Exercise – For the data below, give the number of lines containing "main" and nothing more.

Saved data entries
::::::
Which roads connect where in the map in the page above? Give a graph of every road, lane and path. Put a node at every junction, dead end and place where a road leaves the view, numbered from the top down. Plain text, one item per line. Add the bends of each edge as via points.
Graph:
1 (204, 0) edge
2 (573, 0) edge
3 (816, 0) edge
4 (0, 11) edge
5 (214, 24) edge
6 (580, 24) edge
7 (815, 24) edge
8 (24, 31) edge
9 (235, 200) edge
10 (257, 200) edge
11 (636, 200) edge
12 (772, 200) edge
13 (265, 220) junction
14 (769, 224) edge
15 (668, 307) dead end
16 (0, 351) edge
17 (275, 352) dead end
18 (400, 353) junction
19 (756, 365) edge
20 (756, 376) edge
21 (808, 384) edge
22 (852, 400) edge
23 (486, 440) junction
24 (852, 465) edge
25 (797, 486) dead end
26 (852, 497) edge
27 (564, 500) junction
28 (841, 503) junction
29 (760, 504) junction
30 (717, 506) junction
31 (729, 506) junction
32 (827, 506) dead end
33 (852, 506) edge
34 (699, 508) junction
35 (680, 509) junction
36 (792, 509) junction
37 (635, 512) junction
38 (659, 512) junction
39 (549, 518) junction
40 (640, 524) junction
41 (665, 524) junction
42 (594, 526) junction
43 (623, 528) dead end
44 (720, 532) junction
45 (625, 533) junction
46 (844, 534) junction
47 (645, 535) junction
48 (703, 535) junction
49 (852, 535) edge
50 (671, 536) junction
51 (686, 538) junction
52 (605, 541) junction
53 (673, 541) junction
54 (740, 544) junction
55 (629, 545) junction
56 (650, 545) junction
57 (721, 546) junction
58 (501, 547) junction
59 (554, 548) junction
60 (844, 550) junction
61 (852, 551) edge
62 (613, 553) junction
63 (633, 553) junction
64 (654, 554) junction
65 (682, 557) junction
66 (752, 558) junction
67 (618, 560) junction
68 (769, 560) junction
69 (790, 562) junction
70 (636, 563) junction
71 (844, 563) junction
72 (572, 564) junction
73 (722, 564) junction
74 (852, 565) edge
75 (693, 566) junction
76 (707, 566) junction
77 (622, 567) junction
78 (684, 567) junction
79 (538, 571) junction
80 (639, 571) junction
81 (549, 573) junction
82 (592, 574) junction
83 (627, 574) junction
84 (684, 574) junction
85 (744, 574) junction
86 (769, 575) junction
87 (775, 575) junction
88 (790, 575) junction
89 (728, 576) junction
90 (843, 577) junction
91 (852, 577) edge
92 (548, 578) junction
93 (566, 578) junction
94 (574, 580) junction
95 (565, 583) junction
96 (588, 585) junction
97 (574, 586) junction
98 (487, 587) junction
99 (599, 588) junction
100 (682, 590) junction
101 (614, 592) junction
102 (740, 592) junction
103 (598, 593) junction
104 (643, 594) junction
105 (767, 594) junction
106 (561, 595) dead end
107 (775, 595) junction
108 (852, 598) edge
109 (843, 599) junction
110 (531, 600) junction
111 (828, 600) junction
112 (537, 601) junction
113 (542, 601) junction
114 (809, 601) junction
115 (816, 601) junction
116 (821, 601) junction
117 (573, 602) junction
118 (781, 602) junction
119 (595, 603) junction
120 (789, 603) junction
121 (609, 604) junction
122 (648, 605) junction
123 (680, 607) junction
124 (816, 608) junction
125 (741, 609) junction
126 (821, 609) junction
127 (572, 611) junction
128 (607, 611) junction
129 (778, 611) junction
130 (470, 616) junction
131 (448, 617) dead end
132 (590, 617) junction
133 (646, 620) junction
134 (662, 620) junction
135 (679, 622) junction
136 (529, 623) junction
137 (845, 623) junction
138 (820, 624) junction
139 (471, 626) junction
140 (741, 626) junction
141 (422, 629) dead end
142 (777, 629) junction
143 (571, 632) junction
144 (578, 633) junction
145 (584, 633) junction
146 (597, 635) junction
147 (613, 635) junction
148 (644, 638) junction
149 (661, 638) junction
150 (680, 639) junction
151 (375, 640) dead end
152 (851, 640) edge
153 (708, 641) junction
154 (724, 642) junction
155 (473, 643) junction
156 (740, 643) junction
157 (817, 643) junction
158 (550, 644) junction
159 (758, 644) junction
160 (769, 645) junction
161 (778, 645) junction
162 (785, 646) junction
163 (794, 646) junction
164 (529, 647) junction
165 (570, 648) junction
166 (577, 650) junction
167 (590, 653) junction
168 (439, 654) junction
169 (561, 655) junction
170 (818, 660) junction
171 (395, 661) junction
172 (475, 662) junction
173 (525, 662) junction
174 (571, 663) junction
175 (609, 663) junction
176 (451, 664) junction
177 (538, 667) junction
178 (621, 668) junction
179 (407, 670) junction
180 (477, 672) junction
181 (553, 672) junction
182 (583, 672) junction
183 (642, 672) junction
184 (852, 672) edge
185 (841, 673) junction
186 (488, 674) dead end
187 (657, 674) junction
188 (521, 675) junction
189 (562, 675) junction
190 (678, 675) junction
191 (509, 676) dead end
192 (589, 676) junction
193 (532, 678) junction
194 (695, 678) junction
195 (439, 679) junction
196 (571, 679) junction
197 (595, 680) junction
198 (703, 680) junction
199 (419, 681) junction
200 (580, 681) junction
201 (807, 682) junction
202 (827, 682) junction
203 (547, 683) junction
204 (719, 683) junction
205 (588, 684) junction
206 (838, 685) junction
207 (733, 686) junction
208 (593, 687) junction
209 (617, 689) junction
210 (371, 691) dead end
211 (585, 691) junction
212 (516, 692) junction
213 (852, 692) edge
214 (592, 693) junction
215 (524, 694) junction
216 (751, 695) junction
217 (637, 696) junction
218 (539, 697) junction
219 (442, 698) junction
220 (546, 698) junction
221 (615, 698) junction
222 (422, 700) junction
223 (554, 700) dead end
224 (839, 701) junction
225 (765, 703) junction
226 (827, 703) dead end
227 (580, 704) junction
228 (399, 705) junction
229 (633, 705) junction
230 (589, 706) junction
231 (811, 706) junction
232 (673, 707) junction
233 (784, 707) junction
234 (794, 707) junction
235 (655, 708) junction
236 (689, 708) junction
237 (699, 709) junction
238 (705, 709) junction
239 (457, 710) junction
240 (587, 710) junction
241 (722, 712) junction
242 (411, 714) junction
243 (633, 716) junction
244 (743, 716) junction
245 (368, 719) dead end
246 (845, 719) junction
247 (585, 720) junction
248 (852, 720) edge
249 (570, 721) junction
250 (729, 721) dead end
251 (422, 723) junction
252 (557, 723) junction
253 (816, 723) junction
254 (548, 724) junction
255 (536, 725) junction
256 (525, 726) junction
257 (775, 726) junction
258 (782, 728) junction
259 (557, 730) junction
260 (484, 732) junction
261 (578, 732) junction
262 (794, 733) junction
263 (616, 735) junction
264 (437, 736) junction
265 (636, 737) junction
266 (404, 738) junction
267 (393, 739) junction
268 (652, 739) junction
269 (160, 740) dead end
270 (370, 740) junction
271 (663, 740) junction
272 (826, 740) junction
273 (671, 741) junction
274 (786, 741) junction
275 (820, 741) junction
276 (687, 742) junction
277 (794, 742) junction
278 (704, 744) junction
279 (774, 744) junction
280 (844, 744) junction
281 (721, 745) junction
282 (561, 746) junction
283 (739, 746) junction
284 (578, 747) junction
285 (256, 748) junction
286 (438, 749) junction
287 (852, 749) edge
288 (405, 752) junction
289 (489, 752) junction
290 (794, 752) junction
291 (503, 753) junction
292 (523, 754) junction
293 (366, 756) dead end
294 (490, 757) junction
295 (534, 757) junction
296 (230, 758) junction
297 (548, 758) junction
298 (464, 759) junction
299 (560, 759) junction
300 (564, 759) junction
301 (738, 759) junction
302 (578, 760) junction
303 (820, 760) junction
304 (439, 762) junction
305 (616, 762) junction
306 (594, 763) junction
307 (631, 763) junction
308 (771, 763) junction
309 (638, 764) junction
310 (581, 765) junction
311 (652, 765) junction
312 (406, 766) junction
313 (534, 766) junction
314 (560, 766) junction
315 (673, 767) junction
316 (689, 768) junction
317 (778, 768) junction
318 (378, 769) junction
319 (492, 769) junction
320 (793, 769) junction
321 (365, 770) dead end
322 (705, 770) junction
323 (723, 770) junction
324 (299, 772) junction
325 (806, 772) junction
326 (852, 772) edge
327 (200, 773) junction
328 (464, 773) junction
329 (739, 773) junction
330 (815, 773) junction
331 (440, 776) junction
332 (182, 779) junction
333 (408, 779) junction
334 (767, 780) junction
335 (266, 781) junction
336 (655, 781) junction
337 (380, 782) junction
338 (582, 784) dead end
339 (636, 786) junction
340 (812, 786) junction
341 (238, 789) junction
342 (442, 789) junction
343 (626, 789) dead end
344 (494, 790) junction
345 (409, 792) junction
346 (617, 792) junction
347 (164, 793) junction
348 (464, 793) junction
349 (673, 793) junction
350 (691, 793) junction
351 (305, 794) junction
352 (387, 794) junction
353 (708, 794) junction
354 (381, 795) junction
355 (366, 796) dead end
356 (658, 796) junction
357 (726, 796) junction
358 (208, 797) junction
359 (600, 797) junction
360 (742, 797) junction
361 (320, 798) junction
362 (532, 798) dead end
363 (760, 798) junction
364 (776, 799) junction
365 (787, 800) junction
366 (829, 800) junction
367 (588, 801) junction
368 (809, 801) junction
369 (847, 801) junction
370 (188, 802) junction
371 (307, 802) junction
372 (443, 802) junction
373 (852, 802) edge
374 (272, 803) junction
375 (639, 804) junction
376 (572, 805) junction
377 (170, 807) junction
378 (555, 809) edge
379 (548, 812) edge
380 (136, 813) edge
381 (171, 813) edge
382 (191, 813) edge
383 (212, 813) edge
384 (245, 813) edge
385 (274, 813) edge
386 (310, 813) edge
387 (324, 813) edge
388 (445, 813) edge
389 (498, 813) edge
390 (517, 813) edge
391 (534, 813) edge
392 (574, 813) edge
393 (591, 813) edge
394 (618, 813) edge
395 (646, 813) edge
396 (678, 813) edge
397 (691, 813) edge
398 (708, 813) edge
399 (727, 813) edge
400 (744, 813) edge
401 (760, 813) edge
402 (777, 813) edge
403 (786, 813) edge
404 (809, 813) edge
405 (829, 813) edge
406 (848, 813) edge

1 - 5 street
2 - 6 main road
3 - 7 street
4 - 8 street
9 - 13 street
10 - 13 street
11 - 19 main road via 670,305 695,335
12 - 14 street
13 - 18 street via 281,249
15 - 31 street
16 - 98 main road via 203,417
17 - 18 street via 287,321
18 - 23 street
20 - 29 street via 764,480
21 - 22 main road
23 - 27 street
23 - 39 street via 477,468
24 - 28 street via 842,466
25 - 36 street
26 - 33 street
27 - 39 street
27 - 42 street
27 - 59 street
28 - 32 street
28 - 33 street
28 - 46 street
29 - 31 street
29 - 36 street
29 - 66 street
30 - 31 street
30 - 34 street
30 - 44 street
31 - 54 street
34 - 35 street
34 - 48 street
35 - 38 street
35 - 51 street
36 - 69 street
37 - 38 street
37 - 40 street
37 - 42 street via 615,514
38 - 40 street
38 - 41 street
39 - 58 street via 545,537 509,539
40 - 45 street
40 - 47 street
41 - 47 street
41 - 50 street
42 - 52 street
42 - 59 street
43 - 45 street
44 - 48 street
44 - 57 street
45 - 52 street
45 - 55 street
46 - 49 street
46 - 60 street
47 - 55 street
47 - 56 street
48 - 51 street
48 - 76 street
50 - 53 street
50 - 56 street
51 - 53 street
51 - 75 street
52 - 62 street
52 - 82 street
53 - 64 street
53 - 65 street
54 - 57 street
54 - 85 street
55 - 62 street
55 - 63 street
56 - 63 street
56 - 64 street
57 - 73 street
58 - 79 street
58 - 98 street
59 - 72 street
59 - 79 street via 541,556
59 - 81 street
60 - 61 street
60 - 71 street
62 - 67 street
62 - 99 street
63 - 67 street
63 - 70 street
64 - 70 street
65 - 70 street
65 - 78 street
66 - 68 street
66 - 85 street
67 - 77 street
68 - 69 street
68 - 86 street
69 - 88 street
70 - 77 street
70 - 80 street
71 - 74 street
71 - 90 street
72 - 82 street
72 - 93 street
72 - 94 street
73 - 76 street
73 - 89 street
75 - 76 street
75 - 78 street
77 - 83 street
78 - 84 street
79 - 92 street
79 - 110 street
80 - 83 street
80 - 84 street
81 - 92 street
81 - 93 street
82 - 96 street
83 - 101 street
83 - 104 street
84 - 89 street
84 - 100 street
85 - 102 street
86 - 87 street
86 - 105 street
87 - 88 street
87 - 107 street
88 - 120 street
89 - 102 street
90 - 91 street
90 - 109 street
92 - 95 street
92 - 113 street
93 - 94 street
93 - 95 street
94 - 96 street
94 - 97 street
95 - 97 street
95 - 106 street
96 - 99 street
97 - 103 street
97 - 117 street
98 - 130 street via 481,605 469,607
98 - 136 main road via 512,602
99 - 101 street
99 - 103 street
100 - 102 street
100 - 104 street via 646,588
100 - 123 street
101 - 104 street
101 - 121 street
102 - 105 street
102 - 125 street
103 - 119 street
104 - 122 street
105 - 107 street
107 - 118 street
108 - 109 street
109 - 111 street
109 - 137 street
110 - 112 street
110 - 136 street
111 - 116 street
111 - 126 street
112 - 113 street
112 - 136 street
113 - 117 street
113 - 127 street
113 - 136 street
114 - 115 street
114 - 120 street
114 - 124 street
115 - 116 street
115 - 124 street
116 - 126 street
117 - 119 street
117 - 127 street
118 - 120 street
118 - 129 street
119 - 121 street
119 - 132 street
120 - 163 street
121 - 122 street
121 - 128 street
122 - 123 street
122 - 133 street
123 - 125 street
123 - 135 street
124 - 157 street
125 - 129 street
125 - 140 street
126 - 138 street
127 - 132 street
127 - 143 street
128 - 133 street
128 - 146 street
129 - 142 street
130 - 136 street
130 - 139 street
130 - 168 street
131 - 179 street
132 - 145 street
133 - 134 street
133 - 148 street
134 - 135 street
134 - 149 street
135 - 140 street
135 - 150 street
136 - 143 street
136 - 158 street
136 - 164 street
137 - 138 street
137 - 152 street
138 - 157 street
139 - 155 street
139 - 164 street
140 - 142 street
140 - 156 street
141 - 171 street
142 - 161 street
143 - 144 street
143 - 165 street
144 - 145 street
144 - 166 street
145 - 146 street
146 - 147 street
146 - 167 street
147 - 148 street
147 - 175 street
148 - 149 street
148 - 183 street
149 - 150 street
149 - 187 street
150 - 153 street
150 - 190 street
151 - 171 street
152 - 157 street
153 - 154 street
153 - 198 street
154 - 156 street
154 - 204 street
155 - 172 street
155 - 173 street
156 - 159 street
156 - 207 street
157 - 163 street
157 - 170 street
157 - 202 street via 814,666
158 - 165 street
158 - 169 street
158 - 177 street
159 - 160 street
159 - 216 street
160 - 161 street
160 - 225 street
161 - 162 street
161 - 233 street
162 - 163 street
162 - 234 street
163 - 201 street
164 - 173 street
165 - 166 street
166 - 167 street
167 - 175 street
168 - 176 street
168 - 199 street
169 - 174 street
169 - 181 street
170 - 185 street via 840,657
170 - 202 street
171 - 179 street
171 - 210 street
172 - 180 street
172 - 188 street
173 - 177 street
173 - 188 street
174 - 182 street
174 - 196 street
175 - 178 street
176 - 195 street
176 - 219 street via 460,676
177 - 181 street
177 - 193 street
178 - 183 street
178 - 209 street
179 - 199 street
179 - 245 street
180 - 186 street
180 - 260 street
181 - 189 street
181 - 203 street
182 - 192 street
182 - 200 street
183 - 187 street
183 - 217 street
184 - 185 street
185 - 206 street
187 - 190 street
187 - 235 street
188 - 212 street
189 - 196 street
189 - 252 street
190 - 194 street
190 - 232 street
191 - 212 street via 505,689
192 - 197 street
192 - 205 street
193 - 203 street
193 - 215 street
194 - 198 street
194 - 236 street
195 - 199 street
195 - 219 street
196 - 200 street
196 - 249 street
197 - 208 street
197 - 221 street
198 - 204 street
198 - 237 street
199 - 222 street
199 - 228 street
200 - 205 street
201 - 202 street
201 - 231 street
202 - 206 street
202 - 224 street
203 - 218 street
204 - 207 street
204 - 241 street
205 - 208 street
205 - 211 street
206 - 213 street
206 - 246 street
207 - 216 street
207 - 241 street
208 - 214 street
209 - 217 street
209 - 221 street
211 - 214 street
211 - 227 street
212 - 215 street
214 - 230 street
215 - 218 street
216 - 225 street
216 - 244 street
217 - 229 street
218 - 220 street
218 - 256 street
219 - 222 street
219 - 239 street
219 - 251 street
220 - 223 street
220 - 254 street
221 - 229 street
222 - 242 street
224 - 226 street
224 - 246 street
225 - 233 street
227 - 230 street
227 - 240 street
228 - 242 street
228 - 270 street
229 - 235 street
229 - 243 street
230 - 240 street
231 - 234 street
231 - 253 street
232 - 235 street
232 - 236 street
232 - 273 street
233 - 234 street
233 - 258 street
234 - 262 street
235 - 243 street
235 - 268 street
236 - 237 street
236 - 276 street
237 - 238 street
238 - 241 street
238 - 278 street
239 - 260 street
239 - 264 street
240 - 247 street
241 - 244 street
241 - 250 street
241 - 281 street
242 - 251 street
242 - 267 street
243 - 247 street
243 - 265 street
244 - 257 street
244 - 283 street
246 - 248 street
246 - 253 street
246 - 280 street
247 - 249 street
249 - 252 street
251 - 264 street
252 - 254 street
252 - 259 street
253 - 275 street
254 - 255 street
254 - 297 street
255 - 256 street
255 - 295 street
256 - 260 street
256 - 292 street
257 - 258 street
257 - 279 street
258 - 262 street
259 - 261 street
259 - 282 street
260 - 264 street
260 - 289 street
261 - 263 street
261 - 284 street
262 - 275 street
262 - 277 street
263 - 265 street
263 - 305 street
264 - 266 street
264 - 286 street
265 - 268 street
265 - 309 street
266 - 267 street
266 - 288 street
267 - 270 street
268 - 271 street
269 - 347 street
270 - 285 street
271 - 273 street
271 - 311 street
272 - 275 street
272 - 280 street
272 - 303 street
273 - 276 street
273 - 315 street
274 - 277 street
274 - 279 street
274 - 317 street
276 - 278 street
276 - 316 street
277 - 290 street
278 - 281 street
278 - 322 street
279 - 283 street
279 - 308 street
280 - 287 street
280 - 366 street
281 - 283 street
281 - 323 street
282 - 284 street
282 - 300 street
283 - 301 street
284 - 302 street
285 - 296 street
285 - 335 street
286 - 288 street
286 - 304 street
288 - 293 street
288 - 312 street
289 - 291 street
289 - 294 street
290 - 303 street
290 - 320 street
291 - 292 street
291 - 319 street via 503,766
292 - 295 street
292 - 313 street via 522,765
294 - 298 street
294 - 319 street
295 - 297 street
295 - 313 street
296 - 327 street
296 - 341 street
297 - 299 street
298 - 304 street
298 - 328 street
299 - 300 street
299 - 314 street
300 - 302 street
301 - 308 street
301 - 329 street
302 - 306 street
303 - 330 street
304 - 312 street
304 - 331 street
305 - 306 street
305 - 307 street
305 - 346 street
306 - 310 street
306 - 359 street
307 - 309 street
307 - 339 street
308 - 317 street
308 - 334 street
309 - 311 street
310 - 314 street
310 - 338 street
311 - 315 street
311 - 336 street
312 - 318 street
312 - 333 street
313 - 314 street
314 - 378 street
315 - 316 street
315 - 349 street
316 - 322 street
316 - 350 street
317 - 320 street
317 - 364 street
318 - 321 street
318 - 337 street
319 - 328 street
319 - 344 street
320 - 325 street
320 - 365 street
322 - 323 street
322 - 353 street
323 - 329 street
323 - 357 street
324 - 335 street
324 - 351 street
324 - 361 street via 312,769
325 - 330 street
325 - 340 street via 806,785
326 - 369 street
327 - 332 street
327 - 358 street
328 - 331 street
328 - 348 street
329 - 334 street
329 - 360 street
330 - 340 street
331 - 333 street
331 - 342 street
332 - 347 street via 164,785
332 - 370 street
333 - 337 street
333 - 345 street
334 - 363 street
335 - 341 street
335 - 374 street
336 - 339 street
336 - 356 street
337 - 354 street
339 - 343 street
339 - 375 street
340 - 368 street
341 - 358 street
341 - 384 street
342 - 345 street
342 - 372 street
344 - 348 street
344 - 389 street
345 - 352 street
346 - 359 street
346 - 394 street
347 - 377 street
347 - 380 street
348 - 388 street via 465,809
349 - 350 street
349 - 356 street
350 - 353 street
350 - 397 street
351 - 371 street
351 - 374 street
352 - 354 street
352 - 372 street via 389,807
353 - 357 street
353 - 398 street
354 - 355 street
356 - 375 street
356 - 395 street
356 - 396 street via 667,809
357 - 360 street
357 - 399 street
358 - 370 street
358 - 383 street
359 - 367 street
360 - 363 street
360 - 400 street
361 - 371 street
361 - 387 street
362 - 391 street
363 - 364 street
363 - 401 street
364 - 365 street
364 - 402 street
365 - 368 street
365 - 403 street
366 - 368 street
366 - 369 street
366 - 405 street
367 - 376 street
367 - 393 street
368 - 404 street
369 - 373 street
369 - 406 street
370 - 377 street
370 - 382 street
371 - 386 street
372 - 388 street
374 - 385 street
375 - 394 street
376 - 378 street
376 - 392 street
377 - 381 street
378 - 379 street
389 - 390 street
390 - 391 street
::::::
Solution to the exercise – 5